In 2010, total forest area of Lisičji Potok covered 7.44 ha.

=== King's drinking fountain ===

Halfway between the Beli Dvor and the seat of the local community Košutnjak, there is a drinking fountain which is built at the spring of the Lisičji Potok creek. The spring used to provide water for the Royal Compound. Named King's drinking fountain (Краљева чесма, Kraljeva česma), it was built and consecrated on 5 July 1936 when it was ceremonially handed over to Belgrade's mayor Vlada Ilić. The fountain was dedicated to King Alexander I Karađorđević, who was assassinated in Marseilles, on 9 October 1934.

The fountain complex is symmetrical. The fountain is embedded into the earthen-stone balcony. The central section is square shaped, with an arch and water pipe placed into it. Two lower flanks end with four arch-like steps each, which actually make the access to the fountain. On the rock above the fountain there was a memorial plaque but was destroyed by the new authorities after World War II. The water pours out from stylized lion head. It was designed by the Russian émigré architect Nikolay Krasnov. Until World War II, the location at the fountain was used for numerous, especially children and pupils gatherings.

After the Partisans liberated Belgrade from Germans in the fall of 1944, the new Communist authorities conducted reprisals and organized massive executions of population. Out of some 20 such locations, Lisičji Potok was the largest execution location of this kind in Belgrade, with over 1,000 people being executed here, organized by the OZNA security agency. The executions on the location continued to 1946. Location was then neglected for decades. By the 2010s, it was endangered by the uncontrolled urbanization of the neighborhood. In October 2018 it was announced that there are plans to revitalize the fountain, to arrange access paths to it and to form a small park around it. The park would also include a small, stone-made amphitheater, newly planted trees and flowers, benches and a cross-shaped monument dedicated to the victims of the Communist regime. The monument, a 1 m tall granite cross attached to the rock, was erected. It was vandalized in November 2019, and replaced with the wooden cross. The fountain itself was vandalized with graffiti, but was cleaned later.

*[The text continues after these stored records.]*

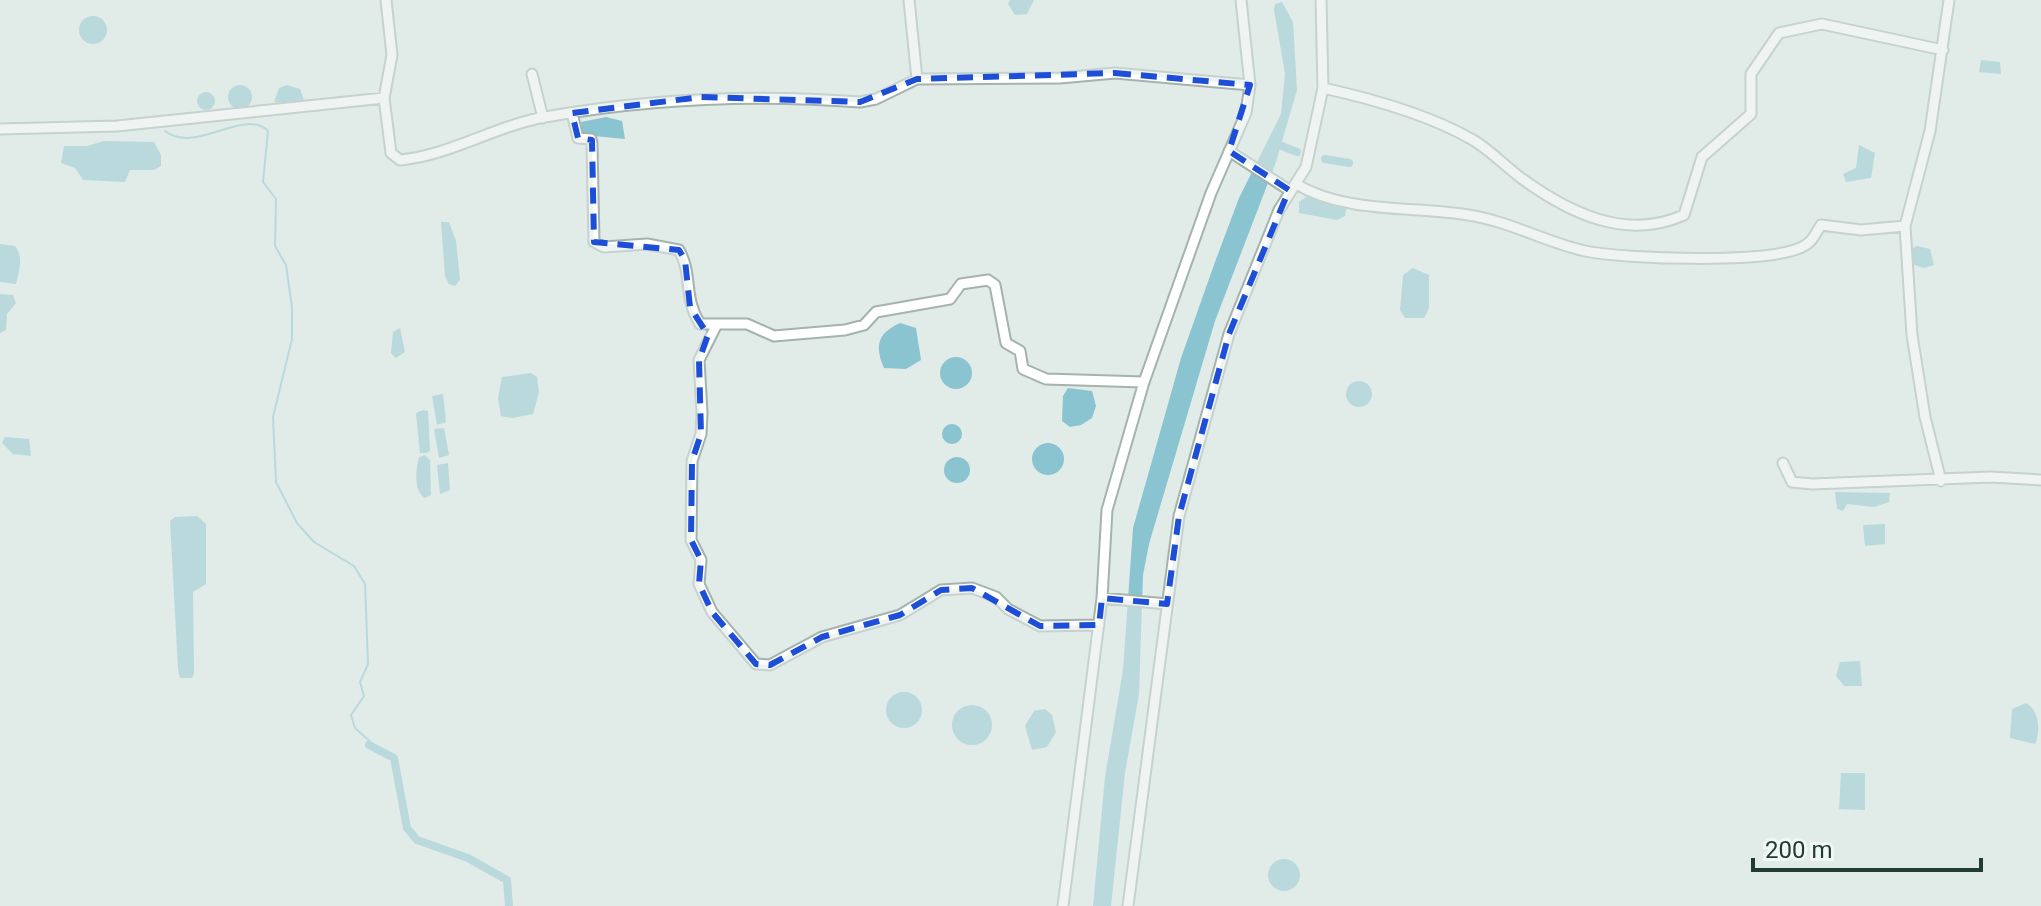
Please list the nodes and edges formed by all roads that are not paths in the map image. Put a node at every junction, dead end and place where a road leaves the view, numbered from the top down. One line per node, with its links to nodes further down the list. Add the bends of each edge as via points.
1 (386, 0): 11 (street, via 392,55)
2 (909, 0): 8 (street)
3 (1241, 0): 9 (street)
4 (1321, 0): 10 (street)
5 (1949, 0): 6 (street)
6 (1943, 50): 10 (street, via 1822,24 1779,33 1751,74 1751,114 1702,157 1684,215 1658,227 1613,224 1565,208 1474,141 1434,122); 17 (street, via 1930,131)
7 (532, 74): 13 (street)
8 (917, 79): 9 (street, via 1115,73); 12 (street, via 860,102 701,97)
9 (1250, 85): 15 (street, via 1246,113)
10 (1323, 88): 16 (street, via 1306,167)
11 (384, 98): 13 (street, via 391,153 400,160 429,157); 14 (street, via 117,126)
12 (572, 113): 13 (street); 18 (street, via 578,138 592,143 594,242 604,247 647,244 679,250 690,307 700,324)
13 (543, 118)
14 (0, 129)
15 (1229, 151): 16 (street); 19 (street)
16 (1292, 187): 17 (street, via 1392,210 1482,217 1584,251 1626,255 1759,256 1803,247 1821,225 1861,230); 24 (street, via 1229,334 1179,516)
17 (1905, 226): 22 (street, via 1912,335)
18 (717, 324): 19 (street, via 747,324 774,336 845,330 864,325 876,312 950,299 961,284 988,280 995,285 1006,343 1020,351 1023,369 1046,379); 25 (street, via 699,360 701,424 692,461 691,540 701,560 699,584 712,612 756,664 770,665 822,637 900,615 941,590 972,588 1040,626)
19 (1144, 382): 23 (street, via 1107,510)
20 (1783, 463): 22 (street, via 1792,482)
21 (2041, 480): 22 (street)
22 (1941, 481)
23 (1102, 598): 24 (street); 25 (street)
24 (1167, 604): 27 (street)
25 (1099, 625): 26 (street)
26 (1063, 906)
27 (1128, 906)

In the 21st century, due to the massive urbanization of the surrounding area, the water from the fountain was declared unsuitable for drinking. Since 2017, annual commemorations in early November are held. Groups of self-organized citizens, family members of the executed ones, take care of the location which remains in bad shape. The fountain is clogged and soaks the surrounding area, but city communal companies claim they have no authority over it. In September 2021, Belgrade's Institute for the Cultural Monuments Protection announced that in the first half of 2022 they will announce the reconstruction and restoration project for the fountain. City representatives in November 2021 confirmed that the complex will become a city's memorial park in 2022, but the works were postponed for 2023.

The fountain was restored to its 1936 appearance and re-opened on 9 October 2023, on the 89th anniversary of the Alexander I Karađorđević, to whom it was originally dedicated and named after.

== Controversies ==

Lisičji Potok used to be rarely inhabited wooded area and it was chosen as a location for the military depot for medical supplies. However, the usage was later switched to ammunition depot and the neighborhood soon began to develop in the vicinity. On June 13, 1994, a thunder struck the depot causing powerful explosions. Immediate evacuation of Lisičji Potok and the nearby neighborhoods of Kanarevo Brdo and Miljakovac began as it seemed that the fire won't be subdued, but the heavy rain began to fall, so the fire was eventually extinguished.

Being in a heavily wooded area, the expansion of the neighborhood was limited. In the early 2000s, due to the political changes which caused a vacuum in all levels of government, private entrepreneurs without gaining regular permits cut down over 1,000 trees for the purpose of constructing vast apartment complexes.